Pero es cierto que en el mundo de la empresa los Jorges Ibeas no son bien recibidos. Las empresas de la Era Industrial son estrictamente jerárquicas y conceden un valor desproporcionado a la obediencia y el amoldamiento a la cultura particular de la compañía. El conformismo personal se sobreentiende, valora y demanda; la crítica se rechaza y castiga. Históricamente esto ha supuesto que en los grandes periódicos y otras instituciones de la prensa industrial hubiese un delicado equilibrio entre el núcleo periodístico (la redacción) y el empresarial (todo lo demás): la redacción funcionaba como una burbuja donde los periodistas tenían sus propias reglas con su propia cultura, produciendo el mejor periodismo posible sin interferir con las jerarquías empresariales. Los mayores conflictos se producían en los estratos donde redacción y empresa se rozan, allá por los estratosféricos niveles de la dirección del medio. Los periodistas, molestas chinas en los delicados engranajes de la empresa, eran mantenidos fuera de la exigencia de obediencia acrítica a los gestores, no por la bondad de ningún corazón, sino por la muy práctica razón de evitar continuos enfrentamientos sin convertirlos en borregos inútiles para el periodismo de calidad.

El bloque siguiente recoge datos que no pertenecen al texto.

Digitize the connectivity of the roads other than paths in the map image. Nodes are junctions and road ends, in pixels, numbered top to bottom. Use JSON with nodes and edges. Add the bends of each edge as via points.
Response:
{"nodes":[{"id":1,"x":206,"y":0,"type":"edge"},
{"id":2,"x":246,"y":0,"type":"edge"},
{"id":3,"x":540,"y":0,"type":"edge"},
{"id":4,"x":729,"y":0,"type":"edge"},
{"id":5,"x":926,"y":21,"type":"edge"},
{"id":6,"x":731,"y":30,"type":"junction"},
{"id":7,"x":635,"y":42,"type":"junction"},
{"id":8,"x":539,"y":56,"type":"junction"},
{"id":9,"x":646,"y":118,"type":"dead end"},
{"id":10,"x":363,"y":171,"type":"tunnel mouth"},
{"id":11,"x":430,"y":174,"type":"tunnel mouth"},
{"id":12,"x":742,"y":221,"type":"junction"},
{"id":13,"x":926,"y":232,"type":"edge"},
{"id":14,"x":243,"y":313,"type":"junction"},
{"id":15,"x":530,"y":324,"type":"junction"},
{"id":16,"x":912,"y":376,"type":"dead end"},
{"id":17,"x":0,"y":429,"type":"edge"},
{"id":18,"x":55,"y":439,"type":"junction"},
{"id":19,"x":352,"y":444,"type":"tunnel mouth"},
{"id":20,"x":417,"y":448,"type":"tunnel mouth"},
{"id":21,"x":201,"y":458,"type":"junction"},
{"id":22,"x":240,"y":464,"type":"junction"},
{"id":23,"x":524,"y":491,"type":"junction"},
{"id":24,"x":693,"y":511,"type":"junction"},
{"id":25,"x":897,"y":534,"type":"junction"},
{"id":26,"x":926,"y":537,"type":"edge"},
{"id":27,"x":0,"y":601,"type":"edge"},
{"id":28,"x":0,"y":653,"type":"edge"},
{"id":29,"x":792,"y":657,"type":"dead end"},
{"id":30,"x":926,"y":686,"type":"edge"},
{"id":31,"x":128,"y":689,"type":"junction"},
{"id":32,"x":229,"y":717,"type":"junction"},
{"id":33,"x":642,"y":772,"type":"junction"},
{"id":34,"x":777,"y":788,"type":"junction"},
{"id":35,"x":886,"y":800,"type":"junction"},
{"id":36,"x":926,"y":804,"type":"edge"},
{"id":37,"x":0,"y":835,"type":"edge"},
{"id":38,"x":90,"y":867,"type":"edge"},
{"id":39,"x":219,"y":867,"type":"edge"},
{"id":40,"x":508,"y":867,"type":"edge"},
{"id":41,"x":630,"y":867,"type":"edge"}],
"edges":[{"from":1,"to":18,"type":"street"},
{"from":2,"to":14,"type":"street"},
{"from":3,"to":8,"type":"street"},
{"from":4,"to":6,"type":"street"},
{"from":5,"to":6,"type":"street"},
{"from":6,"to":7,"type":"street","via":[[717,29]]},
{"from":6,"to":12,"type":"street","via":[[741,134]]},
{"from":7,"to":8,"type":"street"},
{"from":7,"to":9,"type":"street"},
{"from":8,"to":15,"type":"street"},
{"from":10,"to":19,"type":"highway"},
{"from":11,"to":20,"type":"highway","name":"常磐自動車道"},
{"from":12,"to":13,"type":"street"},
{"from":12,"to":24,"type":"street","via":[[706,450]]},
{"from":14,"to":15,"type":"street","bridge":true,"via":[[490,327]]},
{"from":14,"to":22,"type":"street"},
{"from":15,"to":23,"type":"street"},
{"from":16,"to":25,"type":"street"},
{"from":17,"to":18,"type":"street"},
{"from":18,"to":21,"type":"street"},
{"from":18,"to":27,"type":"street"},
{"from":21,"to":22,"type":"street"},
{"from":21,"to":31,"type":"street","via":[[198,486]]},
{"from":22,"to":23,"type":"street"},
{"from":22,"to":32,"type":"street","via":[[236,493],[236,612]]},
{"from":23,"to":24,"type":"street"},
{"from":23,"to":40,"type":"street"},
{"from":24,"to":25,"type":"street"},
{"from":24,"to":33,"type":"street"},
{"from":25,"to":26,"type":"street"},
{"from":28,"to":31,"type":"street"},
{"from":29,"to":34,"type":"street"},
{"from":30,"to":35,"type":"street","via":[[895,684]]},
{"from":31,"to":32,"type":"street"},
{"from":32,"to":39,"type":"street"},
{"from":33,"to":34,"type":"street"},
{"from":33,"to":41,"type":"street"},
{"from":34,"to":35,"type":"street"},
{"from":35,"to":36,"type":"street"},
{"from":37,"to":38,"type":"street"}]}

Durante los últimos dos decenios los directivos del área empresarial han ido ganando en peso dentro de las estructuras, en detrimento de los periodistas, extendiendo su cultura de jerarquia y sumisión. Los grandes medios se han convertido en empresas de fabricación de noticias poco diferentes de las que fabrican zapatos; los periodistas críticos han terminado desapareciendo, y las culturas redaccionales se han domesticado y templado. Directivos como David Mejuto, de Canal Bizkaia, han preferido despedir a los Jorges Ibeas de la vida para evitarse sus críticas, favoreciendo a periodistas menos molestos. Y no se han dado cuenta de que al hacerlo estaban deteriorando su propio producto, porque un periodista no puede ser crítico fuera de casa y manso dentro de ella. Los directivos del área empresarial han luchado una guerra interna, y la han ganado: los medios son ahora menos diferentes del resto de las empresas, más jerárquicos, con mayor cultura interna y espíritu de equipo, con redacciones más leales. También son más planos, más aburridos, más dados al pensamiento de grupo y mucho más sectarios. Al expulsar de su seno a los Jorges Ibeas los medios se han hecho más rentables y pacíficos, pero también mucho menos interesantes y atractivos. Y eso tiene mucho que ver con la actual crisis de la prensa mundial, que se debe mucho menos a Internet que al descenso de lectores y por tanto influencia de los medios de siempre. Al final quienes toman estas decisiones demuestran ser pésimos gestores, puesto que su desconocimiento de las claves de la industria en la que trabajan les lleva a deteriorar sus factorías, sus productos, sus mercados y en última instancia sus empresas. Los accionistas que los respaldan o toleran deberían darse cuenta de lo que significa despedir a un Jorge Ibeas: una demostración de incompetencia de quien lo despide. Porque la prensa es una industria singular en la que la crítica debe ser atesorada, no castigada. Y porque hacerlo de otra forma es hacerlo mal.